PEI Research & Analytics department released first
quarter 2013 fundraising figures this week showing fund managers had raised
more than they’d targeted. Globally, 130 private equity funds held final closes
worth $69.3 billion during the first quarter - $9.4 billion more than their
collective target. When you strip out the funds that had no stated target, the
amount raised was roughly 5 percent above target – an increase on the
comparative 2 percent above target figure for all of 2012.

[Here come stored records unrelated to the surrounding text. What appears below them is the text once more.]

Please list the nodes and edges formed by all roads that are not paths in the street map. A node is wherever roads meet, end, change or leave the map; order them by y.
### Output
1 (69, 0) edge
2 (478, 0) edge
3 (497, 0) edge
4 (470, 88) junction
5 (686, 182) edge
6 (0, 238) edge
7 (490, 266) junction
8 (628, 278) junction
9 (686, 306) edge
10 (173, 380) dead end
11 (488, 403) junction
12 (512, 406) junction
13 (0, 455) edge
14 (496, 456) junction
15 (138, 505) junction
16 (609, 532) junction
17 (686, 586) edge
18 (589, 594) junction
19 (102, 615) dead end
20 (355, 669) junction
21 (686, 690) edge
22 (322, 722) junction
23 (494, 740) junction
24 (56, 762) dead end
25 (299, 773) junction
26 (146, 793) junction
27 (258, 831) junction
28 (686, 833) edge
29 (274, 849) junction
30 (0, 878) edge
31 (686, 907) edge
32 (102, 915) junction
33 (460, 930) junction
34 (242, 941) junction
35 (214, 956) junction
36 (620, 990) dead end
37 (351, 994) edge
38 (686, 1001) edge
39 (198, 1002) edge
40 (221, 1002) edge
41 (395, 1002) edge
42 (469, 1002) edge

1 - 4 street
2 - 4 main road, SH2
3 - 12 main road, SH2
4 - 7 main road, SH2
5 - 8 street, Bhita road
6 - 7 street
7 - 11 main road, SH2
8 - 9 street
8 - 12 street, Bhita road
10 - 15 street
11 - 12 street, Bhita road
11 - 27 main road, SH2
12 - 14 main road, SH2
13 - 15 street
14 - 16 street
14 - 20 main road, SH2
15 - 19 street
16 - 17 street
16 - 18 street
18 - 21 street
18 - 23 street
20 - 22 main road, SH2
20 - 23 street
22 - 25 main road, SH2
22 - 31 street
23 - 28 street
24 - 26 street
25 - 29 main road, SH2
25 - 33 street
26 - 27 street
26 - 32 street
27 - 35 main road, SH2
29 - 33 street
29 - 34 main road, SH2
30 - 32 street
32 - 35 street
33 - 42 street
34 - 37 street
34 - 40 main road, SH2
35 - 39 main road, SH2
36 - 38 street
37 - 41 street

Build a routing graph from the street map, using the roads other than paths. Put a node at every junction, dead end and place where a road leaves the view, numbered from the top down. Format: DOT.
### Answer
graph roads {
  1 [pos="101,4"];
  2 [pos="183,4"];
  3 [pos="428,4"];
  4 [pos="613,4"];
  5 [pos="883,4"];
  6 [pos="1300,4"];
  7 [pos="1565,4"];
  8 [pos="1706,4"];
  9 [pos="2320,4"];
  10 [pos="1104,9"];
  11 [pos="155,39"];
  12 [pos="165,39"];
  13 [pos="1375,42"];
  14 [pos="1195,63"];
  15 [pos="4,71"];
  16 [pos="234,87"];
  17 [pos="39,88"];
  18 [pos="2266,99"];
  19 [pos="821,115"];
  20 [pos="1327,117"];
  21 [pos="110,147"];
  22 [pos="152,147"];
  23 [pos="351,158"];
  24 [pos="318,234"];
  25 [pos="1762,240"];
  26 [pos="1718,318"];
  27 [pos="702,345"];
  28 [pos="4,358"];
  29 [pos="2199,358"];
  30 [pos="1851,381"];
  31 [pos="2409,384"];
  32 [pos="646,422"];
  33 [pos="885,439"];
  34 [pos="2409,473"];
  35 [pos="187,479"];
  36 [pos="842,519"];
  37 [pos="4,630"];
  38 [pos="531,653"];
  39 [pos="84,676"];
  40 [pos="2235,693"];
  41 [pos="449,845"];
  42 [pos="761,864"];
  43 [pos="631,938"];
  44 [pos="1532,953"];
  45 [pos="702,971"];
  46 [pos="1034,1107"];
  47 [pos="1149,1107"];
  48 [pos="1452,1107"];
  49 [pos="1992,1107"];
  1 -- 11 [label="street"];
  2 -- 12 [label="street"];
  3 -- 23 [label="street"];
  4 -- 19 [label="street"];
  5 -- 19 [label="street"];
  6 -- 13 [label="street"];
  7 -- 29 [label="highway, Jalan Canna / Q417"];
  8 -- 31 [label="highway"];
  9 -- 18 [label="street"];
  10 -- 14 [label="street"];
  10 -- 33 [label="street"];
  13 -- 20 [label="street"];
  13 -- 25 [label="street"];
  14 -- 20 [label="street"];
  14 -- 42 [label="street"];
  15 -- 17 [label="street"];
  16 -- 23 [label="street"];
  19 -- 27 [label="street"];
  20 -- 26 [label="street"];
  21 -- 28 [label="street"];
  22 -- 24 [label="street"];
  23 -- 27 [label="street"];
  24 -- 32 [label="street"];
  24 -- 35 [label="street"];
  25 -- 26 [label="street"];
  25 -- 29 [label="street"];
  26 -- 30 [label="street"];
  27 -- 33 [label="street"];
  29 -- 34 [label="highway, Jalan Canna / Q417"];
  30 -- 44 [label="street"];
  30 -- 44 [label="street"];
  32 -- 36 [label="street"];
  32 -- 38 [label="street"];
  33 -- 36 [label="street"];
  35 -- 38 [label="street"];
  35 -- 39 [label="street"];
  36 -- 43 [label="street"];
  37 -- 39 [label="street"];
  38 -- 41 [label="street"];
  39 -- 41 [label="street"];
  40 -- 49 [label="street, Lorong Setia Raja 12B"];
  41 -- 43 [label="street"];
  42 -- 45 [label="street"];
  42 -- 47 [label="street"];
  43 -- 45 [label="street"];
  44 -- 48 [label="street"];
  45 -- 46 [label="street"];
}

There are some caveats to consider before
any would – be fund managers assume there’s capital falling from the
sky. To begin with, a fund stated target
may not actually be what the GP wants to raise. Their real target is somewhere
between the target on the cover and the hard cap. In this market, which is very
competitive, GP’s are tending to set their targets more conservatively and give
themselves more room with the cap being higher above their target.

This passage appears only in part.